The Ernst & Young Item Club says the UK economy is “on the mend” and will see strong growth in the next three years on the back of rising consumer spending, house prices and business investment.
The EY Item Club summer forecast shows gross domestic product growth of 1.1 per cent this year, 2.2 per cent next year and 2.6 per cent in 2015 far outstripping the forecasts of the Office for Budget Responsibility. The OBR predicts growth of 0.6 per cent this year, just 1.3 per cent next year and 2.3 per cent in 2015.
It means the Government’s budget deficit could be far smaller than the £120bn predicted at the end of 2013 and could reduce more quickly.
The economy grew by 0.3 per cent in Q1 2013 after a drop of 0.1 per cent in 2012, despite a 0.7 per cent boost in Q3 2012 on the back of the London Olympics.

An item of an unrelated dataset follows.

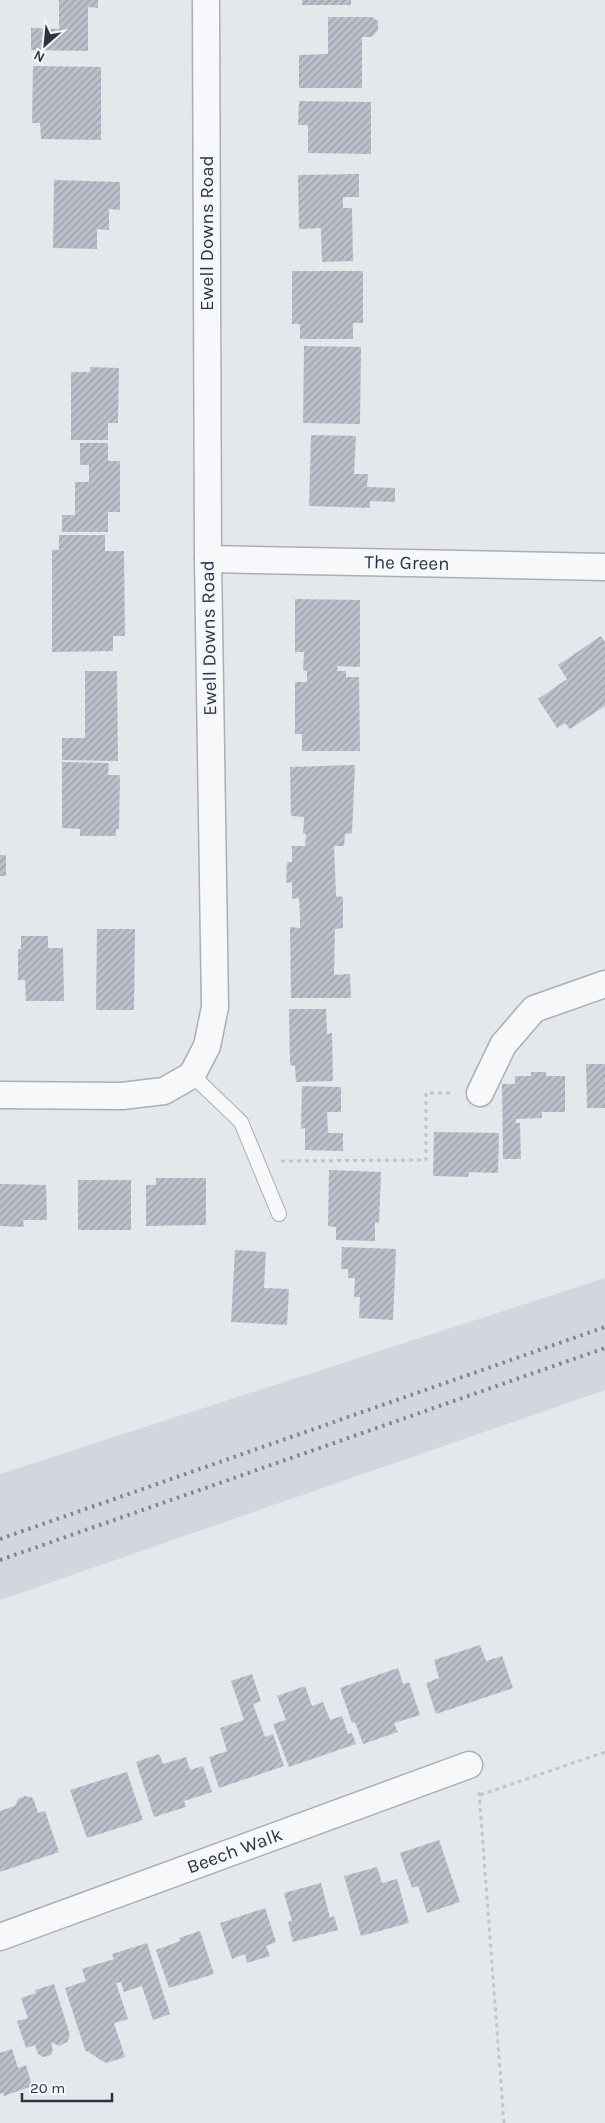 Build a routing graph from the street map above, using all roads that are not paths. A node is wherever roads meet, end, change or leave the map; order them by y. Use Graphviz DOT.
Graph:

EY predicts consumer spending will grow by 1.6 per cent this year but the percentage of salaries put into savings will drop to 5.6 per cent compared to 6.3 per cent last year.
The report forecasts one million people moving home this year with rapid growth in house prices of 2.3 per cent, 5.5 per cent next year and a massive 6.3 per cent in 2015. It credits the funding for lending scheme and Government’s Help to Buy scheme for a growing housing recovery.
Business investment has dropped 34 per cent since 2008 but is set to bounce back with expected expected growth of 8.1 per cent next year, 9.4 per cent in 2015 and 7.5 per cent in 2016.
The report also expects UK exports to increase by 1.2 per cent this year and 4.6 per cent in 2014, signalling a rebalancing of the UK economy.
EY Item chief economic adviser Peter Spencer says: “It is looking much more positive and we are unlikely to see a repeat of 2011 when a recovery in confidence was crushed by the Euro crisis.
“Spending on the high street is holding up nicely, housing market transactions are beginning to gather pace and, perhaps most significantly, the global economy also appears to be on the mend. In fact, it is the first time in many months where we can see balanced growth in the economy.”